**Work to complete:** Find every line in the records below that contains "names", and copy it.

**Source material:**
--
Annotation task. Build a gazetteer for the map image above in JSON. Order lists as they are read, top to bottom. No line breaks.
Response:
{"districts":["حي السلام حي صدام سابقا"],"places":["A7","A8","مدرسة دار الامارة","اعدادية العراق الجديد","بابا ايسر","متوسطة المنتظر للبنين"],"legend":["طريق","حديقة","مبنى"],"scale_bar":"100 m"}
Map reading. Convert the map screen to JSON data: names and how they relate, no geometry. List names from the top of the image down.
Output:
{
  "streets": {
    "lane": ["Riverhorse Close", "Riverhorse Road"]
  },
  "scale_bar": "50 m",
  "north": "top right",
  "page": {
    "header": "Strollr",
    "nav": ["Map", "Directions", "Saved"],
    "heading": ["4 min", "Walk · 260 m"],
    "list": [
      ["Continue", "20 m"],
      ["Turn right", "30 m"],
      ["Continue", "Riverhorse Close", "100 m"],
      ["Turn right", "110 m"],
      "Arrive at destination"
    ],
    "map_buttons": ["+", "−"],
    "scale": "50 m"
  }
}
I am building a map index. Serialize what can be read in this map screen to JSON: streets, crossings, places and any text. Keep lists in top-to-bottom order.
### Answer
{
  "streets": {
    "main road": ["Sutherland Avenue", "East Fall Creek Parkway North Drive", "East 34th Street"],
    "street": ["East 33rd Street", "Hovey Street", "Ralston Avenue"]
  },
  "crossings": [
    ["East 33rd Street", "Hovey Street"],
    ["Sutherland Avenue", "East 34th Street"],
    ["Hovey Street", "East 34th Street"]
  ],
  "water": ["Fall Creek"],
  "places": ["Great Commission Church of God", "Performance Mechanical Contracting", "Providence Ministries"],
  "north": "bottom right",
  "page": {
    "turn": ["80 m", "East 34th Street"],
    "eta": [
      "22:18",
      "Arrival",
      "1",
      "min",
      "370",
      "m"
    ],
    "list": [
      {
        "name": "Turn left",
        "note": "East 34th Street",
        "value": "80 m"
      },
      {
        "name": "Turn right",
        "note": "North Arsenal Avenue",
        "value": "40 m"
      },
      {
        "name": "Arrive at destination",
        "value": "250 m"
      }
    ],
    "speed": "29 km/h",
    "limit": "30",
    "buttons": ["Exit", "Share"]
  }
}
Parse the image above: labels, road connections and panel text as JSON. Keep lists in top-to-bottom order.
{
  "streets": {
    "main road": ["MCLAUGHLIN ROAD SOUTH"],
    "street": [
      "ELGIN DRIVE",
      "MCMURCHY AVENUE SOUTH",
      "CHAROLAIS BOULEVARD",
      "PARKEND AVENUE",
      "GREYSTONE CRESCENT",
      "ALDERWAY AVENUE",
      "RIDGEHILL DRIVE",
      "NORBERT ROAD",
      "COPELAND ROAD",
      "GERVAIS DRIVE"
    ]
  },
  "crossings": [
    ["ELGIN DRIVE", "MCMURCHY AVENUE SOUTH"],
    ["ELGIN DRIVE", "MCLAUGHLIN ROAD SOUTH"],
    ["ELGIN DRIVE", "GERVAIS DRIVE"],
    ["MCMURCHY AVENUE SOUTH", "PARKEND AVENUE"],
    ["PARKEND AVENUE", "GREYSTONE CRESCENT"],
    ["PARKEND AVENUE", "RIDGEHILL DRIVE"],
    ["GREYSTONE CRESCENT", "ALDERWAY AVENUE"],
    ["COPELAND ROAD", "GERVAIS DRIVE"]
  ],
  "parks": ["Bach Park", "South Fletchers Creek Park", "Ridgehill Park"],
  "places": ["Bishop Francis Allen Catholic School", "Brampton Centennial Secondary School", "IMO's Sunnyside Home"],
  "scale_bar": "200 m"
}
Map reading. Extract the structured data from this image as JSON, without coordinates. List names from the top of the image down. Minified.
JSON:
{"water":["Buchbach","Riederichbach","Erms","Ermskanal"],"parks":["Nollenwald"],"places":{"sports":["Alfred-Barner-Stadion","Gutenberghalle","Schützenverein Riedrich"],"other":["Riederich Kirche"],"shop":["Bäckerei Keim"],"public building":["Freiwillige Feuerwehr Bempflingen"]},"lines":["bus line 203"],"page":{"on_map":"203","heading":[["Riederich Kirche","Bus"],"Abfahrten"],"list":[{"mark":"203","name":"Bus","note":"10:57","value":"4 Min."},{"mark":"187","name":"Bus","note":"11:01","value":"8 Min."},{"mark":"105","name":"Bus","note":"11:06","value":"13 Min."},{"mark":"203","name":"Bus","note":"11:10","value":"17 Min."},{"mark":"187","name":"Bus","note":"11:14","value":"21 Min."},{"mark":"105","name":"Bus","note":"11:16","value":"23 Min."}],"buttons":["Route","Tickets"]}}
--
**Worked solution:**
Map reading. Convert the map screen to JSON data: names and how they relate, no geometry. List names from the top of the image down.
Map reading. Extract the structured data from this image as JSON, without coordinates. List names from the top of the image down. Minified.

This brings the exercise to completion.